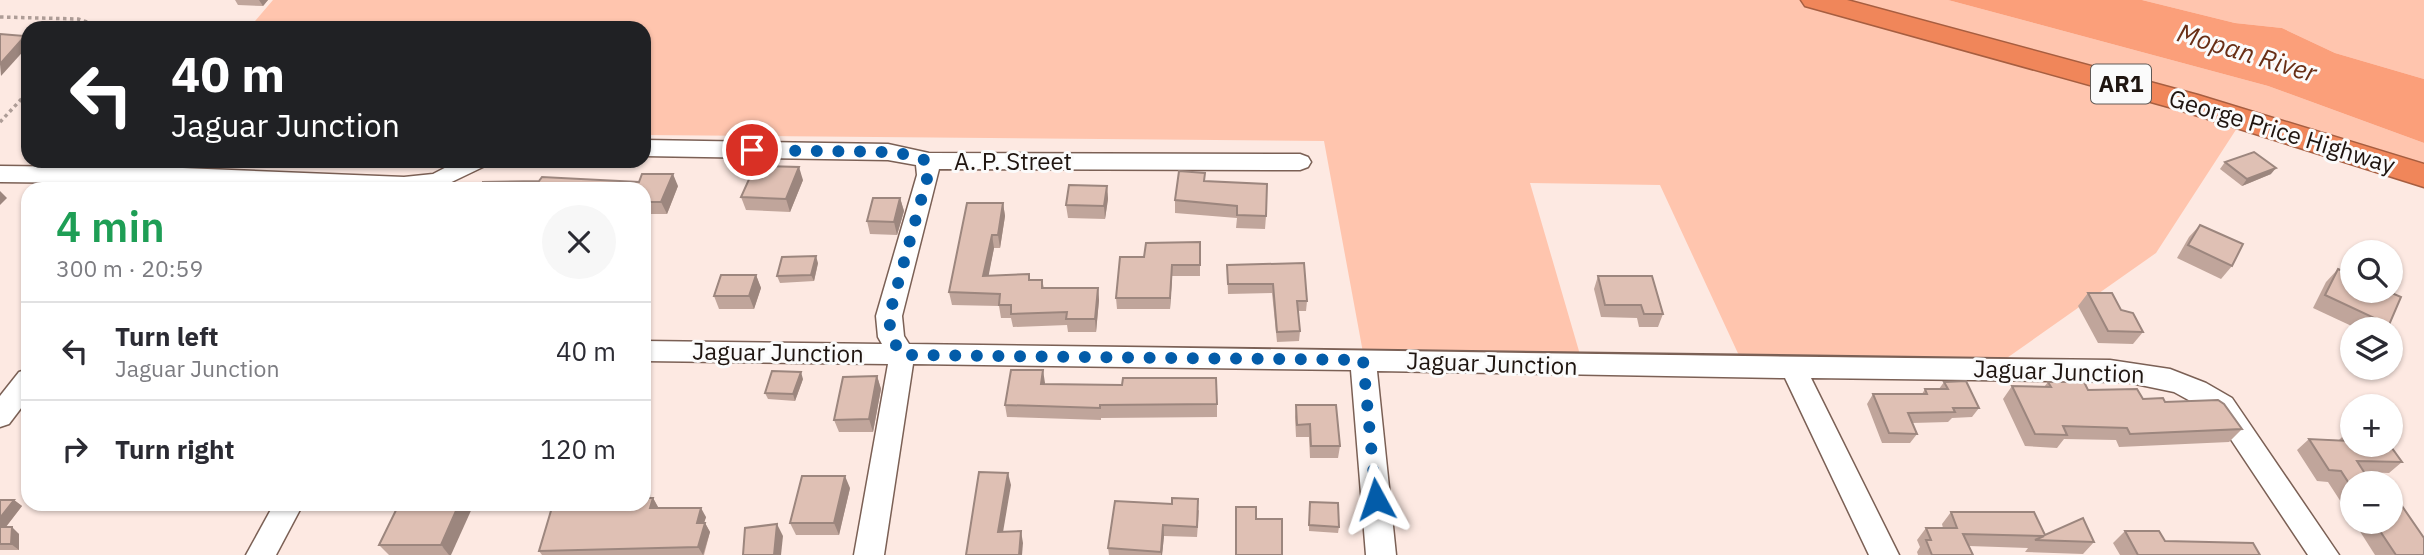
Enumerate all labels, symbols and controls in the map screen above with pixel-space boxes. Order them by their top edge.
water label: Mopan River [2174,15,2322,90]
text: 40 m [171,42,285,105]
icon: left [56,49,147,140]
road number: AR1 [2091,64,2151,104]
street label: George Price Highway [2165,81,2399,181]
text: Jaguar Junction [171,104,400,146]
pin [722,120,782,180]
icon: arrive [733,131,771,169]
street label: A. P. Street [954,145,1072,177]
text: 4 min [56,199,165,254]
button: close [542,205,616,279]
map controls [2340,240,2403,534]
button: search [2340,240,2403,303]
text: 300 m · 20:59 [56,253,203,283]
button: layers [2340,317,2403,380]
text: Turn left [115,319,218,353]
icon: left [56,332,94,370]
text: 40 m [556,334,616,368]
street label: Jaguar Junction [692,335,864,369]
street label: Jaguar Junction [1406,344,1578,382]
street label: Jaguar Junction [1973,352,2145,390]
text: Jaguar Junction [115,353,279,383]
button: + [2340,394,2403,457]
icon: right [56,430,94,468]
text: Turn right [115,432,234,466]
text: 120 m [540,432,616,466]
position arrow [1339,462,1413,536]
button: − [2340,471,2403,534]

**WHAT TO PRODUCE:**
Each line that holds the word "controls" should be extracted from the records.

**EXERCISE SOLUTION:**
Enumerate all labels, symbols and controls in the map screen above with pixel-space boxes. Order them by their top edge.
map controls [2340,240,2403,534]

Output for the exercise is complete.